■ Instructions to follow
Return all the data exactly, keeping the pictures out.

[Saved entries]
------------------------------------------------------------------------

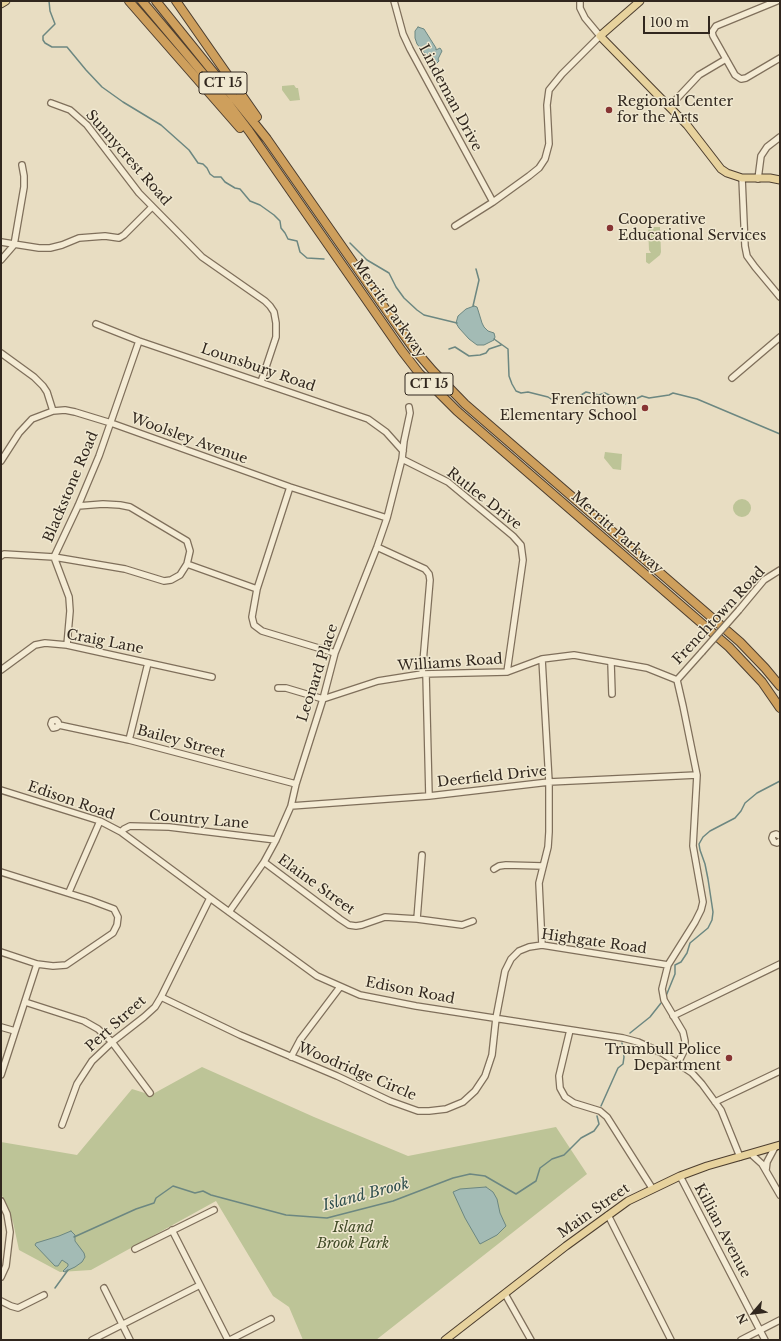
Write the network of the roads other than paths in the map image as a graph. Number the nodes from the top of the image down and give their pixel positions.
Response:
1 (129, 1) edge
2 (142, 1) edge
3 (156, 1) edge
4 (176, 1) edge
5 (394, 1) edge
6 (580, 1) edge
7 (640, 1) edge
8 (777, 1) edge
9 (600, 36) junction
10 (780, 58) edge
11 (726, 59) junction
12 (51, 103) dead end
13 (669, 106) junction
14 (780, 137) edge
15 (22, 165) dead end
16 (287, 167) junction
17 (742, 178) junction
18 (758, 179) junction
19 (283, 180) junction
20 (780, 180) edge
21 (493, 202) junction
22 (152, 206) junction
23 (455, 226) dead end
24 (1, 242) edge
25 (14, 245) junction
26 (1, 260) edge
27 (780, 297) edge
28 (96, 324) dead end
29 (780, 337) edge
30 (139, 341) junction
31 (1, 353) edge
32 (732, 378) dead end
33 (261, 382) junction
34 (409, 407) dead end
35 (52, 410) junction
36 (110, 423) junction
37 (403, 451) junction
38 (402, 459) junction
39 (1, 461) edge
40 (290, 488) junction
41 (78, 506) junction
42 (387, 518) junction
43 (378, 547) junction
44 (1, 556) edge
45 (54, 557) junction
46 (187, 564) junction
47 (780, 570) edge
48 (257, 589) junction
49 (67, 645) junction
50 (335, 653) junction
51 (542, 659) junction
52 (148, 663) junction
53 (611, 663) junction
54 (1, 670) edge
55 (507, 672) junction
56 (424, 674) junction
57 (212, 677) dead end
58 (677, 680) junction
59 (780, 686) edge
60 (278, 688) dead end
61 (612, 694) dead end
62 (323, 699) junction
63 (780, 708) edge
64 (59, 725) dead end
65 (129, 740) junction
66 (697, 775) junction
67 (549, 782) junction
68 (296, 784) junction
69 (1, 790) edge
70 (429, 796) junction
71 (291, 806) junction
72 (100, 821) junction
73 (121, 832) junction
74 (780, 836) edge
75 (276, 840) junction
76 (780, 843) edge
77 (422, 855) dead end
78 (264, 862) junction
79 (543, 866) junction
80 (494, 869) dead end
81 (1, 872) edge
82 (70, 892) junction
83 (210, 898) junction
84 (229, 912) junction
85 (417, 919) junction
86 (473, 921) dead end
87 (542, 944) junction
88 (1, 952) edge
89 (37, 964) junction
90 (668, 965) junction
91 (779, 967) edge
92 (340, 987) junction
93 (161, 997) junction
94 (25, 1002) junction
95 (673, 1016) junction
96 (496, 1018) junction
97 (1, 1027) edge
98 (570, 1030) junction
99 (15, 1032) junction
100 (112, 1042) junction
101 (291, 1057) junction
102 (678, 1063) junction
103 (780, 1071) edge
104 (1, 1075) edge
105 (150, 1093) dead end
106 (715, 1102) junction
107 (62, 1124) dead end
108 (778, 1146) edge
109 (751, 1154) junction
110 (740, 1157) junction
111 (766, 1170) junction
112 (680, 1176) junction
113 (652, 1188) junction
114 (780, 1195) edge
115 (1, 1201) edge
116 (214, 1210) dead end
117 (608, 1215) junction
118 (172, 1230) junction
119 (135, 1249) dead end
120 (1, 1277) edge
121 (200, 1286) junction
122 (104, 1288) dead end
123 (505, 1294) junction
124 (44, 1295) dead end
125 (1, 1301) edge
126 (271, 1319) dead end
127 (780, 1320) edge
128 (123, 1324) junction
129 (760, 1330) junction
130 (92, 1340) edge
131 (130, 1340) edge
132 (229, 1340) edge
133 (445, 1340) edge
134 (531, 1340) edge
135 (671, 1340) edge
136 (741, 1340) edge
137 (765, 1340) edge

1 - 19 highway
2 - 19 highway, Merritt Parkway / CT 15
3 - 16 highway, Merritt Parkway / CT 15
4 - 16 highway
5 - 21 street, Lindeman Drive
6 - 9 street
7 - 9 main road
8 - 11 street
9 - 13 main road
9 - 21 street
10 - 11 street
11 - 13 street
12 - 22 street, Sunnycrest Road
13 - 17 main road
14 - 18 street
15 - 25 street
16 - 59 highway, Merritt Parkway / CT 15
17 - 18 main road
17 - 27 street
18 - 20 main road
19 - 63 highway, Merritt Parkway / CT 15
21 - 23 street
22 - 25 street
22 - 33 street, Sunnycrest Road
24 - 25 street
25 - 26 street
28 - 30 street, Lounsbury Road
29 - 32 street
30 - 33 street, Lounsbury Road
30 - 36 street, Blackstone Road
31 - 35 street
33 - 37 street, Lounsbury Road
34 - 37 street, Leonard Place
35 - 36 street, Woolsley Avenue
35 - 39 street
36 - 40 street, Woolsley Avenue
36 - 41 street, Blackstone Road
37 - 38 street, Leonard Place
38 - 42 street, Leonard Place
38 - 55 street, Rutlee Drive
40 - 42 street, Woolsley Avenue
40 - 48 street
41 - 45 street, Blackstone Road
41 - 46 street
42 - 43 street, Leonard Place
43 - 50 street, Leonard Place
43 - 56 street
44 - 45 street
45 - 46 street
45 - 49 street, Blackstone Road
46 - 48 street
47 - 58 street, Frenchtown Road, bridge
48 - 50 street
49 - 52 street, Craig Lane
49 - 54 street, Craig Lane
50 - 62 street, Leonard Place
51 - 53 street, Williams Road
51 - 55 street, Williams Road
51 - 67 street
52 - 57 street, Craig Lane
52 - 65 street
53 - 58 street, Williams Road
53 - 61 street
55 - 56 street, Williams Road
56 - 62 street, Williams Road
56 - 70 street
58 - 66 street
60 - 62 street
62 - 68 street, Leonard Place
64 - 65 street, Bailey Street
65 - 68 street, Bailey Street
66 - 67 street, Deerfield Drive
66 - 90 street
67 - 70 street, Deerfield Drive
67 - 79 street
68 - 71 street, Leonard Place
69 - 72 street, Edison Road
70 - 71 street, Deerfield Drive
71 - 75 street, Leonard Place
72 - 73 street, Edison Road
72 - 82 street
73 - 75 street, Country Lane
73 - 83 street, Edison Road
74 - 76 street
75 - 78 street, Leonard Place
77 - 85 street
78 - 84 street, Leonard Place
78 - 85 street, Elaine Street
79 - 80 street
79 - 87 street
81 - 82 street
82 - 89 street
83 - 84 street, Edison Road
83 - 93 street, Pert Street
84 - 92 street, Edison Road
85 - 86 street, Elaine Street
87 - 90 street, Highgate Road
87 - 96 street, Highgate Road
88 - 89 street
89 - 94 street
90 - 95 street
91 - 95 street
92 - 96 street, Edison Road
92 - 101 street
93 - 100 street, Pert Street
93 - 101 street, Woodridge Circle
94 - 99 street
94 - 100 street
95 - 102 street
96 - 98 street, Edison Road
96 - 101 street, Woodridge Circle
97 - 99 street
98 - 102 street, Edison Road
98 - 113 street
99 - 104 street
100 - 105 street
100 - 107 street, Pert Street
102 - 106 street, Edison Road
103 - 106 street
106 - 110 street, Edison Road
108 - 109 main road, Main Street
108 - 111 street
109 - 110 main road, Main Street
109 - 111 street
110 - 112 main road, Main Street
111 - 114 street
112 - 113 main road, Main Street
112 - 129 street, Killian Avenue
113 - 117 main road, Main Street
115 - 120 street
116 - 118 street
117 - 123 main road, Main Street
117 - 135 street
118 - 119 street
118 - 121 street
121 - 128 street
121 - 132 street
122 - 128 street
123 - 133 main road, Main Street
123 - 134 street
124 - 125 street
126 - 132 street
127 - 129 street
128 - 130 street
128 - 131 street
129 - 136 street
129 - 137 street, Killian Avenue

------------------------------------------------------------------------

■ Task solution
Write the network of the roads other than paths in the map image as a graph. Number the nodes from the top of the image down and give their pixel positions.
Response:
1 (129, 1) edge
2 (142, 1) edge
3 (156, 1) edge
4 (176, 1) edge
5 (394, 1) edge
6 (580, 1) edge
7 (640, 1) edge
8 (777, 1) edge
9 (600, 36) junction
10 (780, 58) edge
11 (726, 59) junction
12 (51, 103) dead end
13 (669, 106) junction
14 (780, 137) edge
15 (22, 165) dead end
16 (287, 167) junction
17 (742, 178) junction
18 (758, 179) junction
19 (283, 180) junction
20 (780, 180) edge
21 (493, 202) junction
22 (152, 206) junction
23 (455, 226) dead end
24 (1, 242) edge
25 (14, 245) junction
26 (1, 260) edge
27 (780, 297) edge
28 (96, 324) dead end
29 (780, 337) edge
30 (139, 341) junction
31 (1, 353) edge
32 (732, 378) dead end
33 (261, 382) junction
34 (409, 407) dead end
35 (52, 410) junction
36 (110, 423) junction
37 (403, 451) junction
38 (402, 459) junction
39 (1, 461) edge
40 (290, 488) junction
41 (78, 506) junction
42 (387, 518) junction
43 (378, 547) junction
44 (1, 556) edge
45 (54, 557) junction
46 (187, 564) junction
47 (780, 570) edge
48 (257, 589) junction
49 (67, 645) junction
50 (335, 653) junction
51 (542, 659) junction
52 (148, 663) junction
53 (611, 663) junction
54 (1, 670) edge
55 (507, 672) junction
56 (424, 674) junction
57 (212, 677) dead end
58 (677, 680) junction
59 (780, 686) edge
60 (278, 688) dead end
61 (612, 694) dead end
62 (323, 699) junction
63 (780, 708) edge
64 (59, 725) dead end
65 (129, 740) junction
66 (697, 775) junction
67 (549, 782) junction
68 (296, 784) junction
69 (1, 790) edge
70 (429, 796) junction
71 (291, 806) junction
72 (100, 821) junction
73 (121, 832) junction
74 (780, 836) edge
75 (276, 840) junction
76 (780, 843) edge
77 (422, 855) dead end
78 (264, 862) junction
79 (543, 866) junction
80 (494, 869) dead end
81 (1, 872) edge
82 (70, 892) junction
83 (210, 898) junction
84 (229, 912) junction
85 (417, 919) junction
86 (473, 921) dead end
87 (542, 944) junction
88 (1, 952) edge
89 (37, 964) junction
90 (668, 965) junction
91 (779, 967) edge
92 (340, 987) junction
93 (161, 997) junction
94 (25, 1002) junction
95 (673, 1016) junction
96 (496, 1018) junction
97 (1, 1027) edge
98 (570, 1030) junction
99 (15, 1032) junction
100 (112, 1042) junction
101 (291, 1057) junction
102 (678, 1063) junction
103 (780, 1071) edge
104 (1, 1075) edge
105 (150, 1093) dead end
106 (715, 1102) junction
107 (62, 1124) dead end
108 (778, 1146) edge
109 (751, 1154) junction
110 (740, 1157) junction
111 (766, 1170) junction
112 (680, 1176) junction
113 (652, 1188) junction
114 (780, 1195) edge
115 (1, 1201) edge
116 (214, 1210) dead end
117 (608, 1215) junction
118 (172, 1230) junction
119 (135, 1249) dead end
120 (1, 1277) edge
121 (200, 1286) junction
122 (104, 1288) dead end
123 (505, 1294) junction
124 (44, 1295) dead end
125 (1, 1301) edge
126 (271, 1319) dead end
127 (780, 1320) edge
128 (123, 1324) junction
129 (760, 1330) junction
130 (92, 1340) edge
131 (130, 1340) edge
132 (229, 1340) edge
133 (445, 1340) edge
134 (531, 1340) edge
135 (671, 1340) edge
136 (741, 1340) edge
137 (765, 1340) edge

1 - 19 highway
2 - 19 highway, Merritt Parkway / CT 15
3 - 16 highway, Merritt Parkway / CT 15
4 - 16 highway
5 - 21 street, Lindeman Drive
6 - 9 street
7 - 9 main road
8 - 11 street
9 - 13 main road
9 - 21 street
10 - 11 street
11 - 13 street
12 - 22 street, Sunnycrest Road
13 - 17 main road
14 - 18 street
15 - 25 street
16 - 59 highway, Merritt Parkway / CT 15
17 - 18 main road
17 - 27 street
18 - 20 main road
19 - 63 highway, Merritt Parkway / CT 15
21 - 23 street
22 - 25 street
22 - 33 street, Sunnycrest Road
24 - 25 street
25 - 26 street
28 - 30 street, Lounsbury Road
29 - 32 street
30 - 33 street, Lounsbury Road
30 - 36 street, Blackstone Road
31 - 35 street
33 - 37 street, Lounsbury Road
34 - 37 street, Leonard Place
35 - 36 street, Woolsley Avenue
35 - 39 street
36 - 40 street, Woolsley Avenue
36 - 41 street, Blackstone Road
37 - 38 street, Leonard Place
38 - 42 street, Leonard Place
38 - 55 street, Rutlee Drive
40 - 42 street, Woolsley Avenue
40 - 48 street
41 - 45 street, Blackstone Road
41 - 46 street
42 - 43 street, Leonard Place
43 - 50 street, Leonard Place
43 - 56 street
44 - 45 street
45 - 46 street
45 - 49 street, Blackstone Road
46 - 48 street
47 - 58 street, Frenchtown Road, bridge
48 - 50 street
49 - 52 street, Craig Lane
49 - 54 street, Craig Lane
50 - 62 street, Leonard Place
51 - 53 street, Williams Road
51 - 55 street, Williams Road
51 - 67 street
52 - 57 street, Craig Lane
52 - 65 street
53 - 58 street, Williams Road
53 - 61 street
55 - 56 street, Williams Road
56 - 62 street, Williams Road
56 - 70 street
58 - 66 street
60 - 62 street
62 - 68 street, Leonard Place
64 - 65 street, Bailey Street
65 - 68 street, Bailey Street
66 - 67 street, Deerfield Drive
66 - 90 street
67 - 70 street, Deerfield Drive
67 - 79 street
68 - 71 street, Leonard Place
69 - 72 street, Edison Road
70 - 71 street, Deerfield Drive
71 - 75 street, Leonard Place
72 - 73 street, Edison Road
72 - 82 street
73 - 75 street, Country Lane
73 - 83 street, Edison Road
74 - 76 street
75 - 78 street, Leonard Place
77 - 85 street
78 - 84 street, Leonard Place
78 - 85 street, Elaine Street
79 - 80 street
79 - 87 street
81 - 82 street
82 - 89 street
83 - 84 street, Edison Road
83 - 93 street, Pert Street
84 - 92 street, Edison Road
85 - 86 street, Elaine Street
87 - 90 street, Highgate Road
87 - 96 street, Highgate Road
88 - 89 street
89 - 94 street
90 - 95 street
91 - 95 street
92 - 96 street, Edison Road
92 - 101 street
93 - 100 street, Pert Street
93 - 101 street, Woodridge Circle
94 - 99 street
94 - 100 street
95 - 102 street
96 - 98 street, Edison Road
96 - 101 street, Woodridge Circle
97 - 99 street
98 - 102 street, Edison Road
98 - 113 street
99 - 104 street
100 - 105 street
100 - 107 street, Pert Street
102 - 106 street, Edison Road
103 - 106 street
106 - 110 street, Edison Road
108 - 109 main road, Main Street
108 - 111 street
109 - 110 main road, Main Street
109 - 111 street
110 - 112 main road, Main Street
111 - 114 street
112 - 113 main road, Main Street
112 - 129 street, Killian Avenue
113 - 117 main road, Main Street
115 - 120 street
116 - 118 street
117 - 123 main road, Main Street
117 - 135 street
118 - 119 street
118 - 121 street
121 - 128 street
121 - 132 street
122 - 128 street
123 - 133 main road, Main Street
123 - 134 street
124 - 125 street
126 - 132 street
127 - 129 street
128 - 130 street
128 - 131 street
129 - 136 street
129 - 137 street, Killian Avenue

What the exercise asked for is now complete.